Ne Trump Ne Biden, Yaşasın Kamala Harris!..
Bilemiyorum, eğer Trump ölseydi ne olurdu? Amerika bir kaosa mı sürüklenirdi, olaylar iç savaşa doğru mu giderdi yoksa hiçbir şey olmayıp seçimler mi beklenirdi? Bana kalırsa Trump’ın ölmesi durumunda Biden’ın da adaylığı suya düşerdi. Olaya bu açıdan baktığımda olay sanki şu anki Başkan yardımcısı Kamala Harris’in önünü açmak için yapılmışa benziyor. (O yaptırdı demiyorum) Seçilmesine yeter miydi bilmiyorum. Oysa şu an işler biraz karıştı gibi. Suikast tam tersine Trump’ı daha da güçlendirdi, parlattı. Artık önüne kim çıksa ezer geçer. Herhangi bir Demokrat adayın şansı azaldı. Hatta bu sonuca bakarsak işten Trump kârlı çıktığına göre “O yaptırdı” bile denebilir. Fakat ben bunu demiyorum…

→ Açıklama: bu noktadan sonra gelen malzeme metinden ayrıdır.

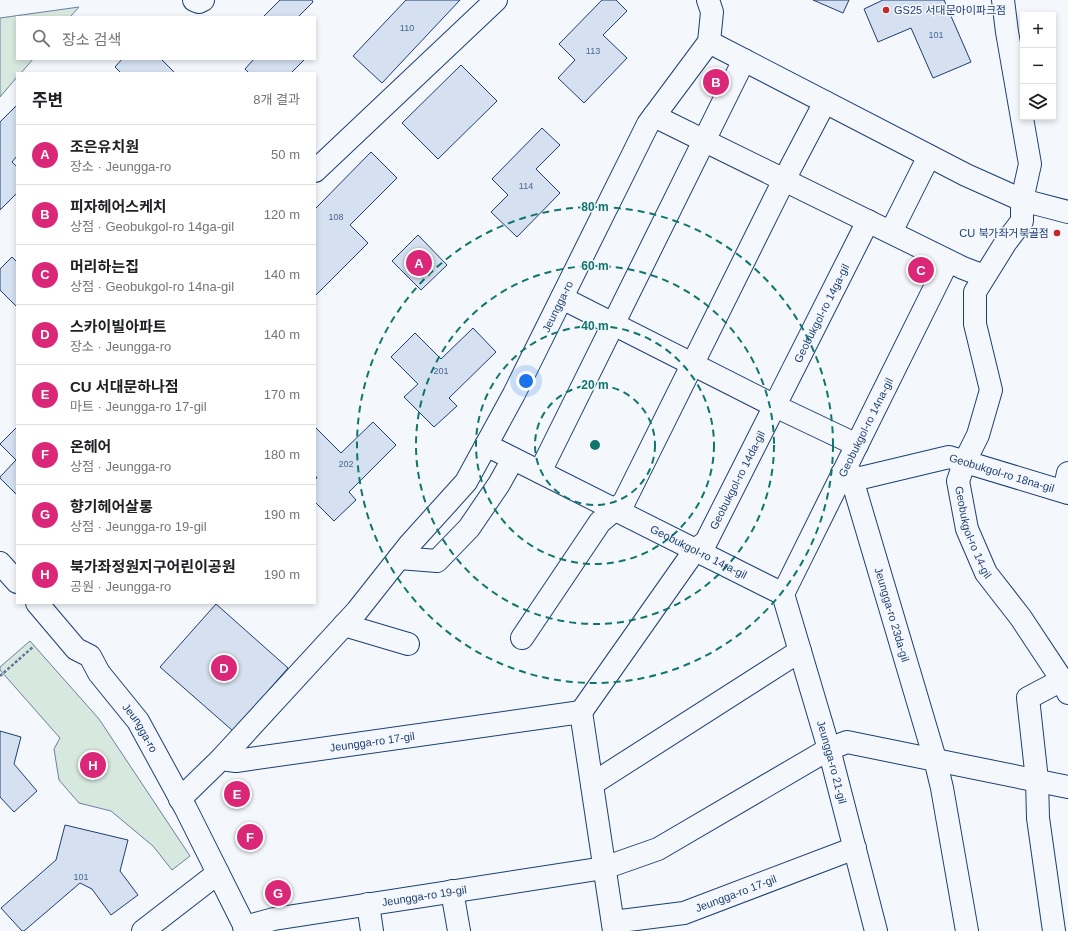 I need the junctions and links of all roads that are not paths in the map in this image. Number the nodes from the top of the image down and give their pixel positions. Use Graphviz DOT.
graph roads {
  1 [pos="194,0"];
  2 [pos="202,0"];
  3 [pos="496,0"];
  4 [pos="708,0"];
  5 [pos="1003,0"];
  6 [pos="709,42"];
  7 [pos="744,60"];
  8 [pos="825,102"];
  9 [pos="654,116"];
  10 [pos="704,140"];
  11 [pos="929,156"];
  12 [pos="316,170"];
  13 [pos="784,180"];
  14 [pos="1022,200"];
  15 [pos="1068,212"];
  16 [pos="868,221"];
  17 [pos="890,232"];
  18 [pos="948,261"];
  19 [pos="984,276"];
  20 [pos="562,298"];
  21 [pos="612,325"];
  22 [pos="693,365"];
  23 [pos="775,406"];
  24 [pos="486,445"];
  25 [pos="857,445"];
  26 [pos="513,459"];
  27 [pos="965,461"];
  28 [pos="540,472"];
  29 [pos="842,474"];
  30 [pos="1067,486"];
  31 [pos="614,510"];
  32 [pos="695,550"];
  33 [pos="398,558"];
  34 [pos="0,563"];
  35 [pos="16,581"];
  36 [pos="783,594"];
  37 [pos="38,604"];
  38 [pos="344,625"];
  39 [pos="522,638"];
  40 [pos="408,644"];
  41 [pos="800,651"];
  42 [pos="1065,686"];
  43 [pos="581,712"];
  44 [pos="829,749"];
  45 [pos="221,759"];
  46 [pos="934,759"];
  47 [pos="1037,780"];
  48 [pos="592,784"];
  49 [pos="1068,787"];
  50 [pos="180,799"];
  51 [pos="855,848"];
  52 [pos="604,868"];
  53 [pos="218,873"];
  54 [pos="452,891"];
  55 [pos="368,904"];
  56 [pos="613,927"];
  57 [pos="245,929"];
  58 [pos="143,931"];
  59 [pos="372,931"];
  60 [pos="458,931"];
  61 [pos="876,931"];
  62 [pos="967,931"];
  63 [pos="1054,931"];
  1 -- 2 [label="street"];
  3 -- 12 [label="street"];
  4 -- 6 [label="street"];
  5 -- 14 [label="street, Geobukgol-ro 14-gil"];
  6 -- 7 [label="street"];
  6 -- 9 [label="street, Jeungga-ro"];
  7 -- 8 [label="street"];
  7 -- 10 [label="street"];
  8 -- 11 [label="street"];
  8 -- 13 [label="street"];
  9 -- 10 [label="street"];
  9 -- 20 [label="street, Jeungga-ro"];
  10 -- 13 [label="street"];
  10 -- 21 [label="street"];
  11 -- 14 [label="street"];
  11 -- 17 [label="street"];
  13 -- 16 [label="street"];
  13 -- 22 [label="street"];
  14 -- 15 [label="street"];
  14 -- 19 [label="street, Geobukgol-ro 14-gil"];
  16 -- 17 [label="street"];
  16 -- 23 [label="street, Geobukgol-ro 14ga-gil"];
  17 -- 18 [label="street"];
  18 -- 19 [label="street"];
  18 -- 25 [label="street, Geobukgol-ro 14na-gil"];
  19 -- 27 [label="street, Geobukgol-ro 14-gil"];
  20 -- 21 [label="street"];
  20 -- 24 [label="street, Jeungga-ro"];
  21 -- 22 [label="street"];
  21 -- 28 [label="street"];
  22 -- 23 [label="street"];
  22 -- 31 [label="street"];
  23 -- 25 [label="street"];
  23 -- 32 [label="street, Geobukgol-ro 14da-gil"];
  24 -- 26 [label="street, Geobukgol-ro 14ra-gil"];
  24 -- 33 [label="street, Jeungga-ro"];
  25 -- 29 [label="street, Geobukgol-ro 14na-gil"];
  26 -- 28 [label="street, Geobukgol-ro 14ra-gil"];
  26 -- 33 [label="street"];
  27 -- 29 [label="street, Geobukgol-ro 18na-gil"];
  27 -- 30 [label="street, Geobukgol-ro 18na-gil"];
  27 -- 42 [label="street, Geobukgol-ro 14-gil"];
  28 -- 31 [label="street, Geobukgol-ro 14ra-gil"];
  29 -- 36 [label="street, Geobukgol-ro 14na-gil"];
  29 -- 46 [label="street, Jeungga-ro 23da-gil"];
  31 -- 32 [label="street, Geobukgol-ro 14ra-gil"];
  31 -- 39 [label="street"];
  32 -- 36 [label="street, Geobukgol-ro 14ra-gil"];
  32 -- 43 [label="street"];
  33 -- 38 [label="street, Jeungga-ro"];
  34 -- 35 [label="street"];
  36 -- 41 [label="street, Jeungga-ro 21-gil"];
  37 -- 50 [label="street, Jeungga-ro"];
  38 -- 40 [label="street"];
  38 -- 45 [label="street, Jeungga-ro"];
  41 -- 44 [label="street, Jeungga-ro 21-gil"];
  41 -- 48 [label="street"];
  42 -- 47 [label="street"];
  43 -- 45 [label="street, Jeungga-ro 17-gil"];
  43 -- 48 [label="street, Jeungga-ro 17-gil"];
  44 -- 46 [label="street"];
  44 -- 51 [label="street, Jeungga-ro 21-gil"];
  44 -- 52 [label="street"];
  45 -- 50 [label="street"];
  46 -- 47 [label="street"];
  46 -- 62 [label="street, Jeungga-ro 23da-gil"];
  47 -- 49 [label="street"];
  47 -- 63 [label="street"];
  48 -- 52 [label="street, Jeungga-ro 17-gil"];
  50 -- 53 [label="street, Jeungga-ro"];
  51 -- 56 [label="street, Jeungga-ro 17-gil"];
  51 -- 61 [label="street, Jeungga-ro 21-gil"];
  52 -- 54 [label="street, Jeungga-ro 19-gil"];
  52 -- 56 [label="street, Jeungga-ro 17-gil"];
  53 -- 57 [label="street, Jeungga-ro"];
  53 -- 58 [label="street"];
  54 -- 55 [label="street, Jeungga-ro 19-gil"];
  54 -- 60 [label="street"];
  55 -- 57 [label="street, Jeungga-ro 19-gil"];
  55 -- 59 [label="street"];
}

11 Eylül Benzeri Süreç mi Geliyor?..
O yüzden halen 5 Kasım’daki seçimlere kadar her şey olabilir. Küreselci güçlerin kaybedeceği şimdiden belli olmuşa benziyor. Aynı nedenle yaklaşan seçimleri iptal edebilmek ve bir tür “Olağanüstü hal” durumuna geçebilmek için 11 Eylül türünde dozu hayli yüksek bir girişim olabilir. Şu an aklın ötesinde durumlar dönüyor gibi. Ayrıca çatışan güçler kafayı iyice kırmışlara benziyorlar.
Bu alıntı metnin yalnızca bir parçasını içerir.